Assignment: In the listing that follows, count each line where the word "Junio" appears; write nothing but the count.

Extracted information:
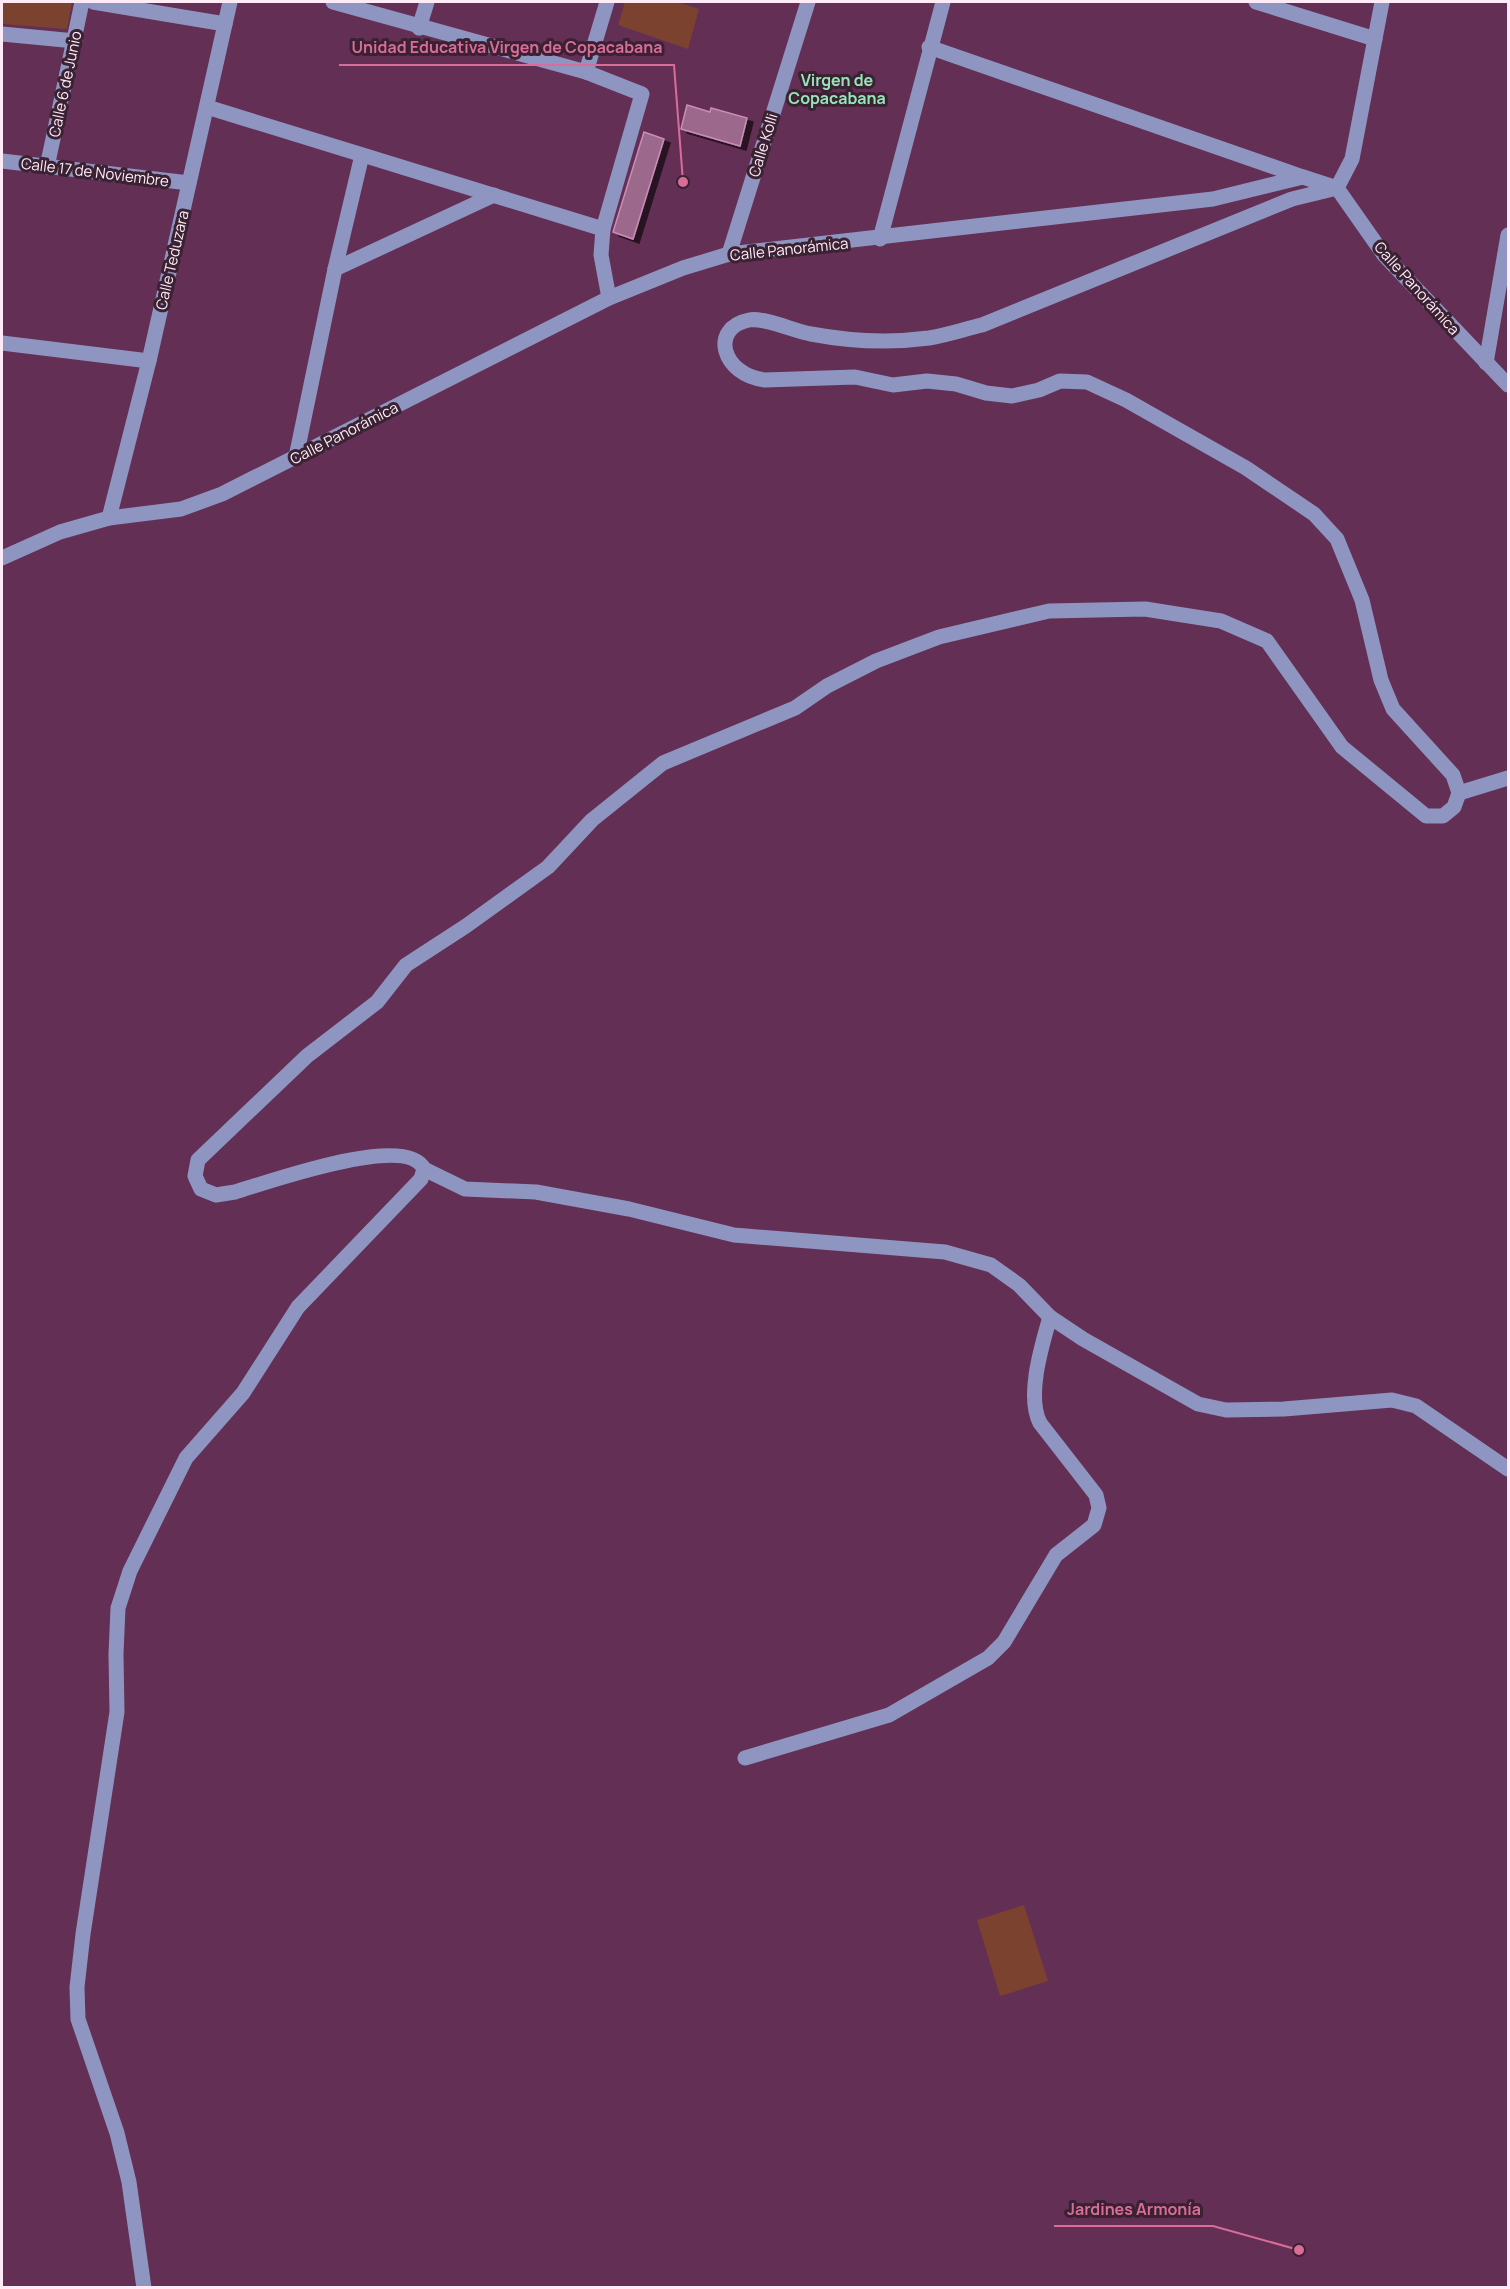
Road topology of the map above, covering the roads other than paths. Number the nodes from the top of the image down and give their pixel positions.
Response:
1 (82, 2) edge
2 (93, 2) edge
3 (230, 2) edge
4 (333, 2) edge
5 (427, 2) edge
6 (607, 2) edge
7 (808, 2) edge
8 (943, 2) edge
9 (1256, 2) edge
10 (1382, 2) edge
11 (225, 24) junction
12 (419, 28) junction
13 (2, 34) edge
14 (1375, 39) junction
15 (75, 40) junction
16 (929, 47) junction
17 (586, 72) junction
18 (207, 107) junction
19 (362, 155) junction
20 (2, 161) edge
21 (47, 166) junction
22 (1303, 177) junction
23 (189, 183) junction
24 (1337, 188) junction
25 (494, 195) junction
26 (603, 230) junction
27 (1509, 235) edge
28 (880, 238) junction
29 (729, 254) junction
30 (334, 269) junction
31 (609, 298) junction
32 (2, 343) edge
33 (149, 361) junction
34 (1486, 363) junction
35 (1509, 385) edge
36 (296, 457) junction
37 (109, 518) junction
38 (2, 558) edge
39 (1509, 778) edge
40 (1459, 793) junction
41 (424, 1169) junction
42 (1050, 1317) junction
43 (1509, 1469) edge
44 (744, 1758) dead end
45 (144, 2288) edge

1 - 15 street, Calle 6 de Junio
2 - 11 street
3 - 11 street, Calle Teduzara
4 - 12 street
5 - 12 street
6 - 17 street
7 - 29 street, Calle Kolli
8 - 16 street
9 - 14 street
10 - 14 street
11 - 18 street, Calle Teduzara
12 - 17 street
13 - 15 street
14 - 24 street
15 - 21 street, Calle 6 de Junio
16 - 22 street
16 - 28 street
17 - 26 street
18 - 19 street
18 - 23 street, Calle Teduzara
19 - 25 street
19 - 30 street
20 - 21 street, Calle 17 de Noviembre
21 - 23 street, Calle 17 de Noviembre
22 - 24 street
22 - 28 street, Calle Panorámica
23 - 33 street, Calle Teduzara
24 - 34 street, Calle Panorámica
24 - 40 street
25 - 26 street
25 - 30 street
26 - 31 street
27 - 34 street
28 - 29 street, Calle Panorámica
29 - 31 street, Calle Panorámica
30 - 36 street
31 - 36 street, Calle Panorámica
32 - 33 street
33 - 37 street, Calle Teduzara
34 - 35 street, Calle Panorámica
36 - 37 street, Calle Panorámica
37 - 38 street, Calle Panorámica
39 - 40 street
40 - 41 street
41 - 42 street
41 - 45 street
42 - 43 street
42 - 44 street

* * *

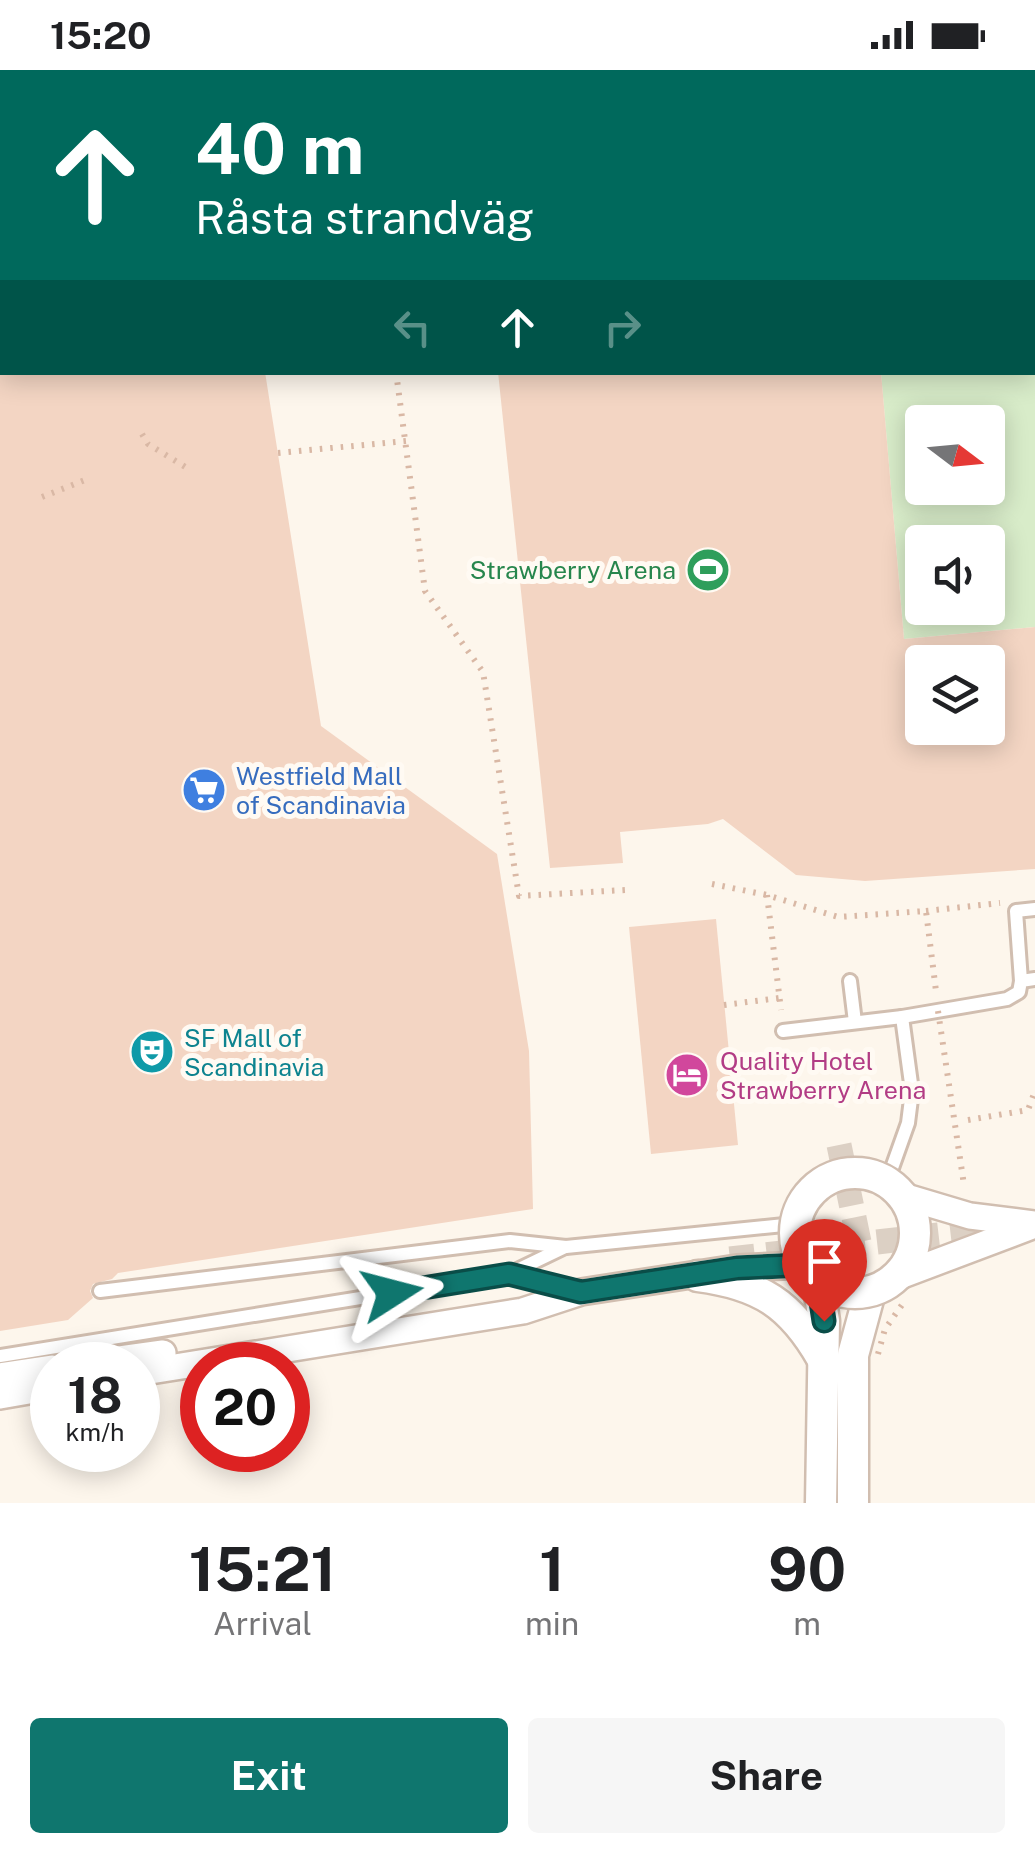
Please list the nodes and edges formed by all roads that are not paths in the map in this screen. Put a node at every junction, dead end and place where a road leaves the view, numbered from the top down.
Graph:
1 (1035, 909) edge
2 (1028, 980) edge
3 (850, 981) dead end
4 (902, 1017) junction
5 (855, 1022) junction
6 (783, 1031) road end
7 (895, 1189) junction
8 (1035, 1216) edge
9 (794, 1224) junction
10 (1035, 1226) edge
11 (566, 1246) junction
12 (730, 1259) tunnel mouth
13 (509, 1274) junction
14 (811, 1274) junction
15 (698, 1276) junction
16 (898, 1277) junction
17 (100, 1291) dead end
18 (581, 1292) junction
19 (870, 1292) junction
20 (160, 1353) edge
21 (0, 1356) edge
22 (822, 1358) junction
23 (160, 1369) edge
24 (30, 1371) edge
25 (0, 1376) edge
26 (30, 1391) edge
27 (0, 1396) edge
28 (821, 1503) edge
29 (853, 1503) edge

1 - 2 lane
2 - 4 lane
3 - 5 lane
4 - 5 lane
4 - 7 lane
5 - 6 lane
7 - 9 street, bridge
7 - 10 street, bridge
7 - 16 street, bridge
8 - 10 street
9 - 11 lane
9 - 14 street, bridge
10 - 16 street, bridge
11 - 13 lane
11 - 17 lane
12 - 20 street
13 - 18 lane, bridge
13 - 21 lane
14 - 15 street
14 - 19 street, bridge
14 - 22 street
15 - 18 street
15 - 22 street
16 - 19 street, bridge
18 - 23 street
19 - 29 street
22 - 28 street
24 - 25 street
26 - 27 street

Solution for this problem: 2